== ACTIVITY ==
The entries below must be restated word for word.

== TASK INPUT ==
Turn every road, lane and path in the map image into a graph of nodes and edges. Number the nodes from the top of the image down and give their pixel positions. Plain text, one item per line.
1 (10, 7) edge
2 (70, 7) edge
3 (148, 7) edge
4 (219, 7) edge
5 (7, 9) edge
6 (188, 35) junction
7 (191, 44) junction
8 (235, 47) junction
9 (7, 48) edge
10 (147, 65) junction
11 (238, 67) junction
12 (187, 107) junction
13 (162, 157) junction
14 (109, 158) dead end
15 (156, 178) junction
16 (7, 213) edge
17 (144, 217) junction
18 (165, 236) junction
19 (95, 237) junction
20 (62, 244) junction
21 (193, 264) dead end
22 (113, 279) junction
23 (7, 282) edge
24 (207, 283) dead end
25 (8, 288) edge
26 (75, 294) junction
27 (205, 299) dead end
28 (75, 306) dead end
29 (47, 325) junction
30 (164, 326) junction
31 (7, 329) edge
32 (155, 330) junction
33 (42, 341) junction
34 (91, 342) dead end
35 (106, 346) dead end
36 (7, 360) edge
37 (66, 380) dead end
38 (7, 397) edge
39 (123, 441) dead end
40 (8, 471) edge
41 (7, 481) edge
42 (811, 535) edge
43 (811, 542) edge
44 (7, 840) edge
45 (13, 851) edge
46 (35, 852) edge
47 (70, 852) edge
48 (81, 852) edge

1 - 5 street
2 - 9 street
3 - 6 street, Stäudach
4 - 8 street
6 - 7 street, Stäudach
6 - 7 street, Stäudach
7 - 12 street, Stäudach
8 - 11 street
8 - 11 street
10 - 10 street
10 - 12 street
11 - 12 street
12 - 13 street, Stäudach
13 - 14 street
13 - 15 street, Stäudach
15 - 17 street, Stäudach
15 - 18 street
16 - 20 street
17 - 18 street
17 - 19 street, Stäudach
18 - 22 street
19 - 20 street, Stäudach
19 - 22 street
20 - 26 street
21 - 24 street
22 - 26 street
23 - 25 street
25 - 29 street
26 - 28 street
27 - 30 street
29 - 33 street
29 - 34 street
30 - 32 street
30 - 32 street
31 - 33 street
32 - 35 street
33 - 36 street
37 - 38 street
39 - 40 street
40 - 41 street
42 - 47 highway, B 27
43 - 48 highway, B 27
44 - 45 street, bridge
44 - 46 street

== ANSWER SECTION ==
Turn every road, lane and path in the map image into a graph of nodes and edges. Number the nodes from the top of the image down and give their pixel positions. Plain text, one item per line.
1 (10, 7) edge
2 (70, 7) edge
3 (148, 7) edge
4 (219, 7) edge
5 (7, 9) edge
6 (188, 35) junction
7 (191, 44) junction
8 (235, 47) junction
9 (7, 48) edge
10 (147, 65) junction
11 (238, 67) junction
12 (187, 107) junction
13 (162, 157) junction
14 (109, 158) dead end
15 (156, 178) junction
16 (7, 213) edge
17 (144, 217) junction
18 (165, 236) junction
19 (95, 237) junction
20 (62, 244) junction
21 (193, 264) dead end
22 (113, 279) junction
23 (7, 282) edge
24 (207, 283) dead end
25 (8, 288) edge
26 (75, 294) junction
27 (205, 299) dead end
28 (75, 306) dead end
29 (47, 325) junction
30 (164, 326) junction
31 (7, 329) edge
32 (155, 330) junction
33 (42, 341) junction
34 (91, 342) dead end
35 (106, 346) dead end
36 (7, 360) edge
37 (66, 380) dead end
38 (7, 397) edge
39 (123, 441) dead end
40 (8, 471) edge
41 (7, 481) edge
42 (811, 535) edge
43 (811, 542) edge
44 (7, 840) edge
45 (13, 851) edge
46 (35, 852) edge
47 (70, 852) edge
48 (81, 852) edge

1 - 5 street
2 - 9 street
3 - 6 street, Stäudach
4 - 8 street
6 - 7 street, Stäudach
6 - 7 street, Stäudach
7 - 12 street, Stäudach
8 - 11 street
8 - 11 street
10 - 10 street
10 - 12 street
11 - 12 street
12 - 13 street, Stäudach
13 - 14 street
13 - 15 street, Stäudach
15 - 17 street, Stäudach
15 - 18 street
16 - 20 street
17 - 18 street
17 - 19 street, Stäudach
18 - 22 street
19 - 20 street, Stäudach
19 - 22 street
20 - 26 street
21 - 24 street
22 - 26 street
23 - 25 street
25 - 29 street
26 - 28 street
27 - 30 street
29 - 33 street
29 - 34 street
30 - 32 street
30 - 32 street
31 - 33 street
32 - 35 street
33 - 36 street
37 - 38 street
39 - 40 street
40 - 41 street
42 - 47 highway, B 27
43 - 48 highway, B 27
44 - 45 street, bridge
44 - 46 street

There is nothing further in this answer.